BEGIN

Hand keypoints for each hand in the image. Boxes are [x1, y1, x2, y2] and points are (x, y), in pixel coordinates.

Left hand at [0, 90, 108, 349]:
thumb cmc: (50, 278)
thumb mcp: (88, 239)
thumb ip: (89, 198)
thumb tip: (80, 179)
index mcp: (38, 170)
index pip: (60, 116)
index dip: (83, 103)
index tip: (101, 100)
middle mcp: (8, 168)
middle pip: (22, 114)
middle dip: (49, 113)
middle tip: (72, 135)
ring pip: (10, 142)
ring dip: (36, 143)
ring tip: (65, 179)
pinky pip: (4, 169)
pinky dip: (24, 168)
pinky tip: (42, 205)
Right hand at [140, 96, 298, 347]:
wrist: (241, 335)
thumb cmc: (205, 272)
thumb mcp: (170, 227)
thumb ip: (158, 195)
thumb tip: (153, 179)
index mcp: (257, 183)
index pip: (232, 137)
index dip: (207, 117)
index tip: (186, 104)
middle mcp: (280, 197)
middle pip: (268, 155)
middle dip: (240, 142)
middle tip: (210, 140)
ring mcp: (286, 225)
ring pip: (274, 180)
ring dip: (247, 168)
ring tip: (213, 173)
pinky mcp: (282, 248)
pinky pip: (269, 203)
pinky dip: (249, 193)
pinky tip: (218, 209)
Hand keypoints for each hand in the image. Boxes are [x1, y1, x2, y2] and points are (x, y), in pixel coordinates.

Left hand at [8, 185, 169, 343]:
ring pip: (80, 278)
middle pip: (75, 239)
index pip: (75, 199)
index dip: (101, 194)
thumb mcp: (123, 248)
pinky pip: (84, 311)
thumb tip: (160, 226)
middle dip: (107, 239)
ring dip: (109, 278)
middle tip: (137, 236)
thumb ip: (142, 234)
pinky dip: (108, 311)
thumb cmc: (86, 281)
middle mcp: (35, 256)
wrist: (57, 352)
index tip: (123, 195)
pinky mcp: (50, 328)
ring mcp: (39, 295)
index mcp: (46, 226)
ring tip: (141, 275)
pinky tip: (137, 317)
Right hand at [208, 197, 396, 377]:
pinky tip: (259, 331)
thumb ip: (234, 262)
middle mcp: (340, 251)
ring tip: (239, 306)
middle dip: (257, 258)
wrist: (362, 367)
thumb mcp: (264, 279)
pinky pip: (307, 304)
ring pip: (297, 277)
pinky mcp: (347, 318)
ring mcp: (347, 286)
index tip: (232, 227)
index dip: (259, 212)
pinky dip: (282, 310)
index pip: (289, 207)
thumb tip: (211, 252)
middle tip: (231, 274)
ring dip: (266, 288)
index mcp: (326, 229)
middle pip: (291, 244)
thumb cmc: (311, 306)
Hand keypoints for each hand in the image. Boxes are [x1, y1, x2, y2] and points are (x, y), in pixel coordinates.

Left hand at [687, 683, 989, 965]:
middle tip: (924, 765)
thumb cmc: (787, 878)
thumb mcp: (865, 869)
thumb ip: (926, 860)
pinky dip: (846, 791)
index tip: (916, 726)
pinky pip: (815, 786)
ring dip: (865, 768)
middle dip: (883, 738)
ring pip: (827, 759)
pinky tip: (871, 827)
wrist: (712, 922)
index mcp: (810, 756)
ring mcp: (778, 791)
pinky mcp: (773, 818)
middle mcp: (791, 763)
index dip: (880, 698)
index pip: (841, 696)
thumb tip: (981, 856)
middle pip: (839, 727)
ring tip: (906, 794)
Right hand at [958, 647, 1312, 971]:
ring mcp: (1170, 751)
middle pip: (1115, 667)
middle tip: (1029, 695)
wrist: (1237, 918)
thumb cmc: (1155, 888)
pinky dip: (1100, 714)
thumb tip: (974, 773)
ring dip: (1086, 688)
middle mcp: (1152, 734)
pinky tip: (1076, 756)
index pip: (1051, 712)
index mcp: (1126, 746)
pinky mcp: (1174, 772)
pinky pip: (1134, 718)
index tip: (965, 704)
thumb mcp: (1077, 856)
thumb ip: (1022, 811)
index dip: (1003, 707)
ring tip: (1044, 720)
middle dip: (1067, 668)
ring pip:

END

→ **WHAT NEEDS TO BE DONE**: Look through the entries above; copy every line holding the string "hand".

→ **RESPONSE AREA**:
Hand keypoints for each hand in the image. Boxes are [x1, y1, x2, y2] and points are (x, y), in pixel coordinates.
Left hand at [0, 90, 108, 349]:
Right hand at [140, 96, 298, 347]:
Hand keypoints for each hand in the image. Boxes are [x1, y1, x2, y2] and points are (x, y), in pixel coordinates.
Left hand at [8, 185, 169, 343]:
Right hand at [208, 197, 396, 377]:
Hand keypoints for each hand in the image. Boxes are [x1, y1, x2, y2] and points are (x, y), in pixel coordinates.
Left hand at [687, 683, 989, 965]:
Right hand at [958, 647, 1312, 971]:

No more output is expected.